### Assignment
Where a line in the material below has the string "Casilina", please report it.
---*---
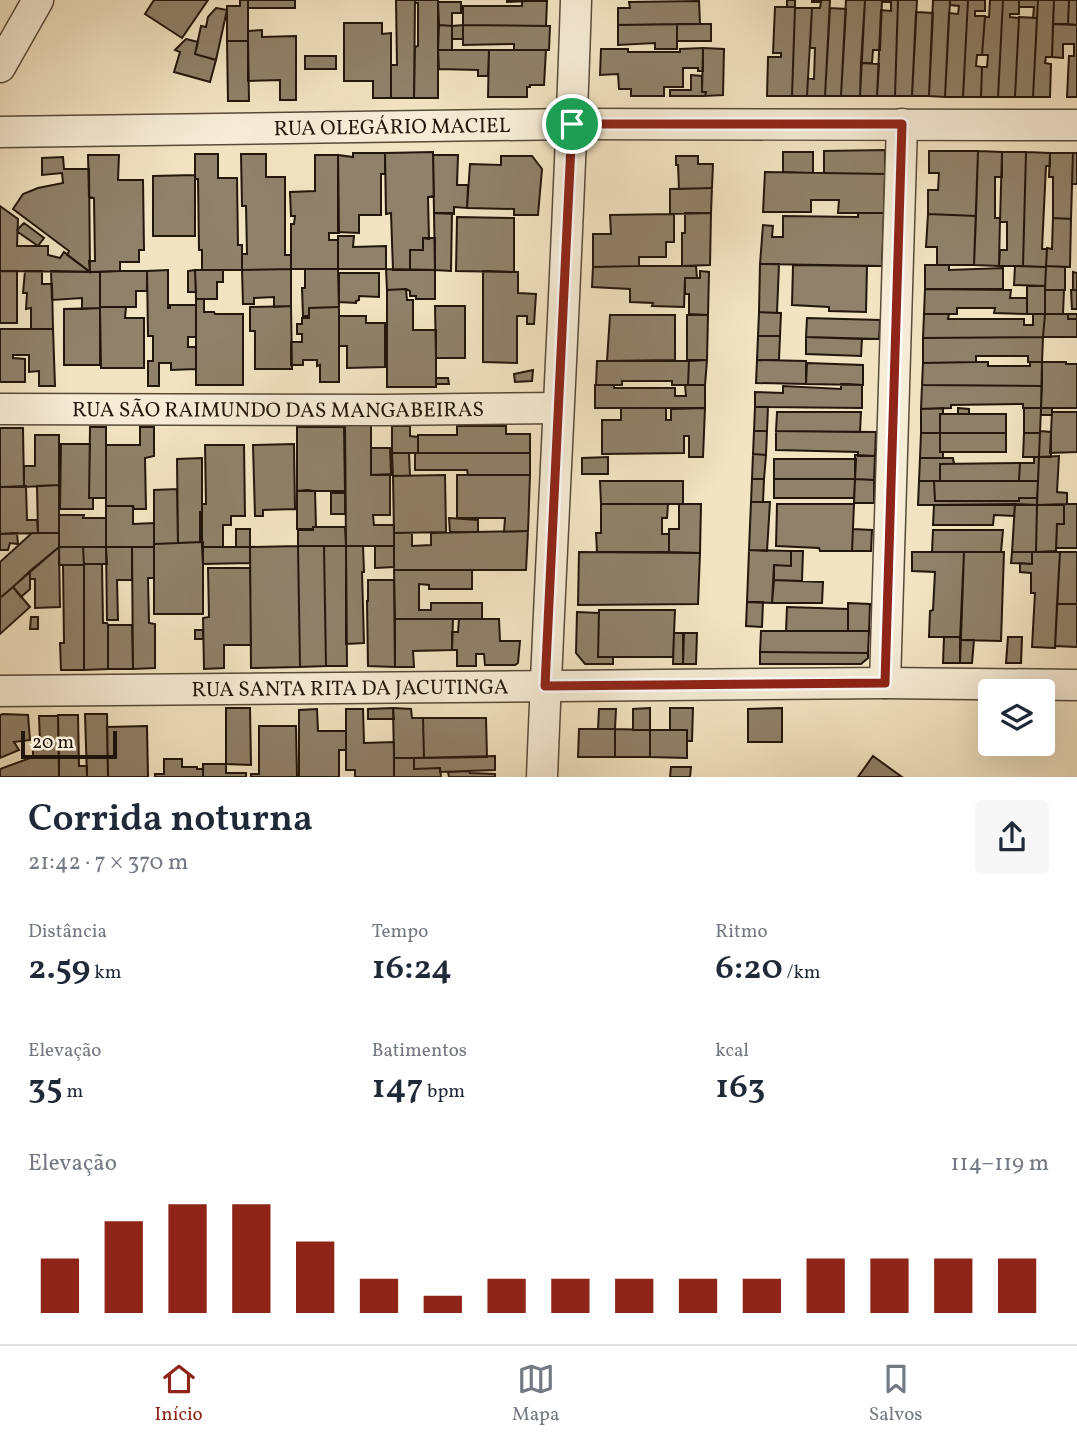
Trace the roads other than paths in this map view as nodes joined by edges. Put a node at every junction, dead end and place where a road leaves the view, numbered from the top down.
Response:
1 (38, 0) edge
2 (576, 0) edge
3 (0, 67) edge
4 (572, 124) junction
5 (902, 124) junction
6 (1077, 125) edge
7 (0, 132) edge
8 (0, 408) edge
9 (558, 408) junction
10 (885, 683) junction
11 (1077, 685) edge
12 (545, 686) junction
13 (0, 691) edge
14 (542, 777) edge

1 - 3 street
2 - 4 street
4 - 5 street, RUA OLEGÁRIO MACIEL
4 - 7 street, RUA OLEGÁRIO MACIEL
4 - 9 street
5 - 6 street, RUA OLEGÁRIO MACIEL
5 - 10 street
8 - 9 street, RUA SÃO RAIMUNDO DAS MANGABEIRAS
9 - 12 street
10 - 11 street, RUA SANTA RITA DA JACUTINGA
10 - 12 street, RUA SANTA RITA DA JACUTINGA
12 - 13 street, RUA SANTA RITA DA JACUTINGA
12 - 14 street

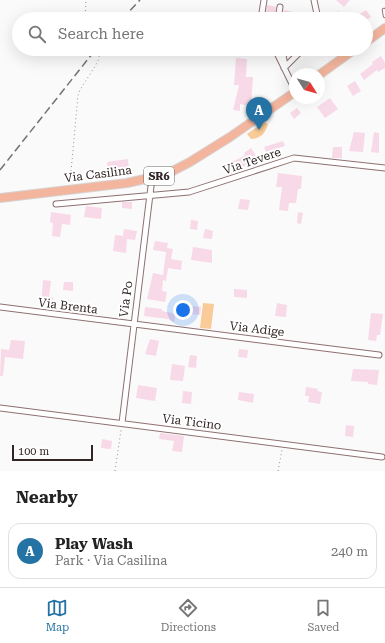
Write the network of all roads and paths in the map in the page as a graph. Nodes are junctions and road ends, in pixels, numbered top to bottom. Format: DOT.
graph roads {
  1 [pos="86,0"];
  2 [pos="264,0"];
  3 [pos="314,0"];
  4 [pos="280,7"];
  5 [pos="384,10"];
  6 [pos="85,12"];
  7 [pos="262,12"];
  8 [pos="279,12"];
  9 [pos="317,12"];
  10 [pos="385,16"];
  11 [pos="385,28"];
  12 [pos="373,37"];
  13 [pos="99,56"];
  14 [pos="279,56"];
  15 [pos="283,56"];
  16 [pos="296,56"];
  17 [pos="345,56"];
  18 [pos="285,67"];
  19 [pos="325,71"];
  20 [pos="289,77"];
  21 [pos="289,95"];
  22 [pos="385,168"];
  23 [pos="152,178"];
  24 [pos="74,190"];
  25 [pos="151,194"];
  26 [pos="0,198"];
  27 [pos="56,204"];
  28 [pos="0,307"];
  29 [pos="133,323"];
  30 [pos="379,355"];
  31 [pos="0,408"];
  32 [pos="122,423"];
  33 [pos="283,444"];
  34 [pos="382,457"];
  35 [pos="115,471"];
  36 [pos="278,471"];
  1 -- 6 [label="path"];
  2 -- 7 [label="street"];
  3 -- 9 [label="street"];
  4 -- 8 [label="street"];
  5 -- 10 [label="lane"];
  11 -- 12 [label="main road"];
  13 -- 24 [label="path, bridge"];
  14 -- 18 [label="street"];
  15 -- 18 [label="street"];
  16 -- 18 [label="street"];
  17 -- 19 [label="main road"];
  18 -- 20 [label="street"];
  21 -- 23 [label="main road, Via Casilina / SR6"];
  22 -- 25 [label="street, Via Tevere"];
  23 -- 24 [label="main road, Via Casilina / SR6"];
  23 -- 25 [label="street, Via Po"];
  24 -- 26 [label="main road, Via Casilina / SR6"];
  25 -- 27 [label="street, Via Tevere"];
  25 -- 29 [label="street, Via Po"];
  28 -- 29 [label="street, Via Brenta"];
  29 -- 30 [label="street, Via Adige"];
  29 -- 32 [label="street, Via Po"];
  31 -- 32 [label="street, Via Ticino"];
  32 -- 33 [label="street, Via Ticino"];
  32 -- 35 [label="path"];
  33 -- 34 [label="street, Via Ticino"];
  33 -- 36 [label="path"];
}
---*---
### Worked solution
  21 -- 23 [label="main road, Via Casilina / SR6"];
  23 -- 24 [label="main road, Via Casilina / SR6"];
  24 -- 26 [label="main road, Via Casilina / SR6"];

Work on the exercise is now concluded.